After 10 July 1944 there hung over the Allies the constant threat of the opening of V-2 operations by the Germans. Originally regarded as a more imminent and more serious danger than the V-1, concern about the giant supersonic rocket – against which there could be no defensive countermeasures – had for a time given way to immediate preoccupation with offensive and defensive countermeasures against the smaller weapon that had become an actuality in June.83 But during the second week in July, coincident with the intensified V-1 bombardment of England, it was finally established that the V-2 existed in operational form and could soon be used against England.84

Some weeks earlier Spaatz had urged the development of APHRODITE on the assumption that the Germans would make some attempt to use the large sites for V-2 firings.85 In mid-July, Anglo-American authorities began negotiations with the Russians for sending a group of technical experts to obtain information from a V-weapon experimental site at Blizna, Poland, in the path of advancing Russian ground forces.86 And at intervals during July and August the British expended quantities of the largest conventional bomb, the 12,000-pound Tallboy, against the more active large sites with indeterminate results.87 But it was not until late August, with the falling off of V-1 firings following withdrawal of German launching activities from the area south of the Somme,* and with new intelligence at hand on the imminence of V-2 operations88 that a specific plan was prepared for offensive countermeasures on a large scale – once firings should begin against the entire V-2 organization.

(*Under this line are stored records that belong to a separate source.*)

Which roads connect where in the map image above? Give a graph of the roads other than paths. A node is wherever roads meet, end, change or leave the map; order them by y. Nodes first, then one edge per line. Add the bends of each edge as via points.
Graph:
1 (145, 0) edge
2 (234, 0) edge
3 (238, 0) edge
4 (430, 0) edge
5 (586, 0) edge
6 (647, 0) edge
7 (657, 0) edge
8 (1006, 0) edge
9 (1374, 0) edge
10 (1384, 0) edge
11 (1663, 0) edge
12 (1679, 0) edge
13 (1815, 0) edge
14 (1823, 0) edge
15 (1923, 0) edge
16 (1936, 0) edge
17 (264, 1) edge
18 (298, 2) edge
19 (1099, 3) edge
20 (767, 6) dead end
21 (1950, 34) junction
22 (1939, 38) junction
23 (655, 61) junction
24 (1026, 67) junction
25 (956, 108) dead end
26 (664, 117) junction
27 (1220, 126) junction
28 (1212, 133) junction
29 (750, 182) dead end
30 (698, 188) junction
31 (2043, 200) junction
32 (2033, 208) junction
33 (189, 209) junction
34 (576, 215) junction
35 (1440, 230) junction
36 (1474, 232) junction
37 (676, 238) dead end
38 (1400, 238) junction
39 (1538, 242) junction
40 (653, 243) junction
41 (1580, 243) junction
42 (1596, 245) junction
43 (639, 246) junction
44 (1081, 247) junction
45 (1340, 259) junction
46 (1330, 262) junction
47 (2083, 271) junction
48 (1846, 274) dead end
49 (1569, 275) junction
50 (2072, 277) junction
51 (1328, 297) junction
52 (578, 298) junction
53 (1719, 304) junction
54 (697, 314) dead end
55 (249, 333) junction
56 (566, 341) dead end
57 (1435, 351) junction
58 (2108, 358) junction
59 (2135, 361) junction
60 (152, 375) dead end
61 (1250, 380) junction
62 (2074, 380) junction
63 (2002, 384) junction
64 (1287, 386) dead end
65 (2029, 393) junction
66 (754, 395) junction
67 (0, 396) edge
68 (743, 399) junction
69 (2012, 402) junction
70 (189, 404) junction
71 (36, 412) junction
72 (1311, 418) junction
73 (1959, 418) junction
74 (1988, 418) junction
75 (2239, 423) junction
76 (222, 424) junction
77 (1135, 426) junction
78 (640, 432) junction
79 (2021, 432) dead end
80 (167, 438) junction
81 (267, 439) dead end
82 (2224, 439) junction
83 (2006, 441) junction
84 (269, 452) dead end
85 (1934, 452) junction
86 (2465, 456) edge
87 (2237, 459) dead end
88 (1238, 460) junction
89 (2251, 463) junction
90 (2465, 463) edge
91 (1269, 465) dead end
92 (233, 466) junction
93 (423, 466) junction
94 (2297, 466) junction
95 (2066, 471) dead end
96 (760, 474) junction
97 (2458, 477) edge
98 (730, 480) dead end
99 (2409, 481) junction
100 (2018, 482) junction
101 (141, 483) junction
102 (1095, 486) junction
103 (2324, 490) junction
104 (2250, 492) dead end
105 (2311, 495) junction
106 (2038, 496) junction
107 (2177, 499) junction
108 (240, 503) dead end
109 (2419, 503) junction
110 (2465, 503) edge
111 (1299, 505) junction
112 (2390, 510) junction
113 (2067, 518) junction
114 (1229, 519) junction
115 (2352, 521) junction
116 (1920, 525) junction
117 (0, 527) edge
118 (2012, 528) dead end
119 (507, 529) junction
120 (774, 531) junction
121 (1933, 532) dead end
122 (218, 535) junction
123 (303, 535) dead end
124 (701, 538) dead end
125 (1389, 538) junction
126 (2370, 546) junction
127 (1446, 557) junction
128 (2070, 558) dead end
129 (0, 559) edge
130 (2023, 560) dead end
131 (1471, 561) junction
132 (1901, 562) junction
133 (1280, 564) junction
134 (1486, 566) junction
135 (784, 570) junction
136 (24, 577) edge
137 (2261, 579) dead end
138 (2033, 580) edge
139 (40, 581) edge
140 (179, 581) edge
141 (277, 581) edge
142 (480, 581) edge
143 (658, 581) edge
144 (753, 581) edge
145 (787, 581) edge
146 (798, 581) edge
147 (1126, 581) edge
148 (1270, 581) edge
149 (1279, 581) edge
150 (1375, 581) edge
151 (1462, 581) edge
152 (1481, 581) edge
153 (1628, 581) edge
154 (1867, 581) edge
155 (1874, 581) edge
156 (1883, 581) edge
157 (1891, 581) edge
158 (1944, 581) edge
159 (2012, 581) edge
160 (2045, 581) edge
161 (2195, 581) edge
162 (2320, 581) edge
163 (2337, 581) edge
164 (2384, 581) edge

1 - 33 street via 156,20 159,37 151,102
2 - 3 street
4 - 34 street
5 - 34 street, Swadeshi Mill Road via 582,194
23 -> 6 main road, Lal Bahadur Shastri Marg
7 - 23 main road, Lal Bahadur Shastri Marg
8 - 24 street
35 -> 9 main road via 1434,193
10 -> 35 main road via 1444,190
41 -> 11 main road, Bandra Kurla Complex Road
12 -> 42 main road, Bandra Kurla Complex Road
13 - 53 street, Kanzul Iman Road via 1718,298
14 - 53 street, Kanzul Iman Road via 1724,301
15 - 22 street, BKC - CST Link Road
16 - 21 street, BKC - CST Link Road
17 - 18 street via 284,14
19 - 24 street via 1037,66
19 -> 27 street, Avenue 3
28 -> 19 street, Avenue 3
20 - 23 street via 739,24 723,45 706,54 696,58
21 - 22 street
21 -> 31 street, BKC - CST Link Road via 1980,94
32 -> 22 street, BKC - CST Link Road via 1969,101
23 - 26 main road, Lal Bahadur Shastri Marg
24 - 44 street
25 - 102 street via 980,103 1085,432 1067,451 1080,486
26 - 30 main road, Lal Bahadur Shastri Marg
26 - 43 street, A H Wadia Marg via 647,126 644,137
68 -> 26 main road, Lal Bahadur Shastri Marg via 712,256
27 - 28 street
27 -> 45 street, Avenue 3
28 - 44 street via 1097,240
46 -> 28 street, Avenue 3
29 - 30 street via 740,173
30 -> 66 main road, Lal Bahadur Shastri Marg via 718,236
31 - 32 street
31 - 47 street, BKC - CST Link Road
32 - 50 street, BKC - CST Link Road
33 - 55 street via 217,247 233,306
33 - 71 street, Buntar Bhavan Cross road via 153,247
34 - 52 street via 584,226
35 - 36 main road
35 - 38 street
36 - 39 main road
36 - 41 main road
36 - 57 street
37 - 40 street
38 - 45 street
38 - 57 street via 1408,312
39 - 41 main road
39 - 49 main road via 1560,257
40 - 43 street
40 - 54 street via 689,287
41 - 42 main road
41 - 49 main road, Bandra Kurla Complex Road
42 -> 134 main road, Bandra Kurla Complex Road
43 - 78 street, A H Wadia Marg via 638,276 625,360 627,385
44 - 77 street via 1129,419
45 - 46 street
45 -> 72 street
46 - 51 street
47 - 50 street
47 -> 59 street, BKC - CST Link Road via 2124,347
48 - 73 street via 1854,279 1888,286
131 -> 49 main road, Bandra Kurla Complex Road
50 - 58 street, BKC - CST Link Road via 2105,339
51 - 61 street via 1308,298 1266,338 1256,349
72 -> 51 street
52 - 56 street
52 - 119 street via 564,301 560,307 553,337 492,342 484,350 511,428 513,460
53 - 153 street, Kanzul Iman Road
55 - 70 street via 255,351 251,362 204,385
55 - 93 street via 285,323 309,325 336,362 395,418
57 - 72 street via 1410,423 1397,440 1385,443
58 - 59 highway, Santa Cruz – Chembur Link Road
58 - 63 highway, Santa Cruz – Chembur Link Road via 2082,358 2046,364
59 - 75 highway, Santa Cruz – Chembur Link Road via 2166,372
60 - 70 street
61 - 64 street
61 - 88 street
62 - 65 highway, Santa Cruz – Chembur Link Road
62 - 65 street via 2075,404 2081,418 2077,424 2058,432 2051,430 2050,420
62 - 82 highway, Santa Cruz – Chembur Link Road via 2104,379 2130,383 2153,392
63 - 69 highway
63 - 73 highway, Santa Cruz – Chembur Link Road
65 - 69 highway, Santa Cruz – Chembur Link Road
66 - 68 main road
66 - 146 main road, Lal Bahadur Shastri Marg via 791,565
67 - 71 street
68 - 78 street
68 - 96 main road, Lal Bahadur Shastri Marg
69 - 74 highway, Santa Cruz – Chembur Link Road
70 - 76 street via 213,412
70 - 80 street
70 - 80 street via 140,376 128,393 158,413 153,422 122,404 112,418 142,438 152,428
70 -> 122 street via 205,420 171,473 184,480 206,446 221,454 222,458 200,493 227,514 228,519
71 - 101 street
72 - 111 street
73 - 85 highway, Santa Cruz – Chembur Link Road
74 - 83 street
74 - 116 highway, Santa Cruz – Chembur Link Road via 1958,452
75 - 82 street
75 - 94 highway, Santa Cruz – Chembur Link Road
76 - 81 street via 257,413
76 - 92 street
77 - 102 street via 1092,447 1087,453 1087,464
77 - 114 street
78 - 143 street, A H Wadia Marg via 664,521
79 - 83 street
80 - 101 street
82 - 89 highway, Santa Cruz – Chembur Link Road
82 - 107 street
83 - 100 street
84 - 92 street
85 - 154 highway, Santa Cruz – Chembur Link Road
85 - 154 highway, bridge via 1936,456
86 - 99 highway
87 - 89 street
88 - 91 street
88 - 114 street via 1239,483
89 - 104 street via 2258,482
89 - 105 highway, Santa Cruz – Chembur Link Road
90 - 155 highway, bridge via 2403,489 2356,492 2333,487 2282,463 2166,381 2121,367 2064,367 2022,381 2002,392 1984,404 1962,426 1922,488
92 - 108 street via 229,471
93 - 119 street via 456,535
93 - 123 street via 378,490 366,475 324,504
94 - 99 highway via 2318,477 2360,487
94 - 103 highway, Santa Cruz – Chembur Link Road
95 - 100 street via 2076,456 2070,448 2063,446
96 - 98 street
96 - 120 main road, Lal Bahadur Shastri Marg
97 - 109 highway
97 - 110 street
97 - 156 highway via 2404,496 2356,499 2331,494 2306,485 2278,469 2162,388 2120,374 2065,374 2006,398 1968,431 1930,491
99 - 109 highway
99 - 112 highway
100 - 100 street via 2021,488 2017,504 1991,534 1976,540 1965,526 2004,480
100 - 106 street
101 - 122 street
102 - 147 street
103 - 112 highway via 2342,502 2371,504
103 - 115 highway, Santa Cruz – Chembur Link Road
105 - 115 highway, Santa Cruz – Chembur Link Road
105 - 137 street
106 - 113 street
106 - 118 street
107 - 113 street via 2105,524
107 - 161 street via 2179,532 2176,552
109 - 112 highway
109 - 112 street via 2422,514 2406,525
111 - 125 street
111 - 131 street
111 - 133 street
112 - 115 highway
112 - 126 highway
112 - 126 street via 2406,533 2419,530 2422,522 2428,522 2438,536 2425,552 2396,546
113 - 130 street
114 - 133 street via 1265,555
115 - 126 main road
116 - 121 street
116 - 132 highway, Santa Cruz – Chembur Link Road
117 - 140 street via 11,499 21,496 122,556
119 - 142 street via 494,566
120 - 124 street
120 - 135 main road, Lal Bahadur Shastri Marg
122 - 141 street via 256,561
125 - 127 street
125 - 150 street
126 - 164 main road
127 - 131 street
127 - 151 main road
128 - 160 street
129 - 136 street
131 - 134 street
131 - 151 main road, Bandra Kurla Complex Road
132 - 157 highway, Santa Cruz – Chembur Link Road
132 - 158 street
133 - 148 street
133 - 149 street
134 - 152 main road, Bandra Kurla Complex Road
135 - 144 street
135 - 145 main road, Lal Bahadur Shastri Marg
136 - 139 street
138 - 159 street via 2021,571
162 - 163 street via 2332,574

On 25 August the “Plan for Attack of the German Rocket Organization when ... Attacks Commence,” prepared by the Joint CROSSBOW Committee, was forwarded by SHAEF to the commanders of USSTAF, the Eighth and Ninth Air Forces, and the British Bomber and Coastal Commands.89 The plan proposed, in addition to air attacks

* The scale of V-1 attacks fell off by approximately a third, to a total of 1,115 missiles reported between 16 August and 1 September, when V-1 attacks against England from ground firing sites in France came to an end.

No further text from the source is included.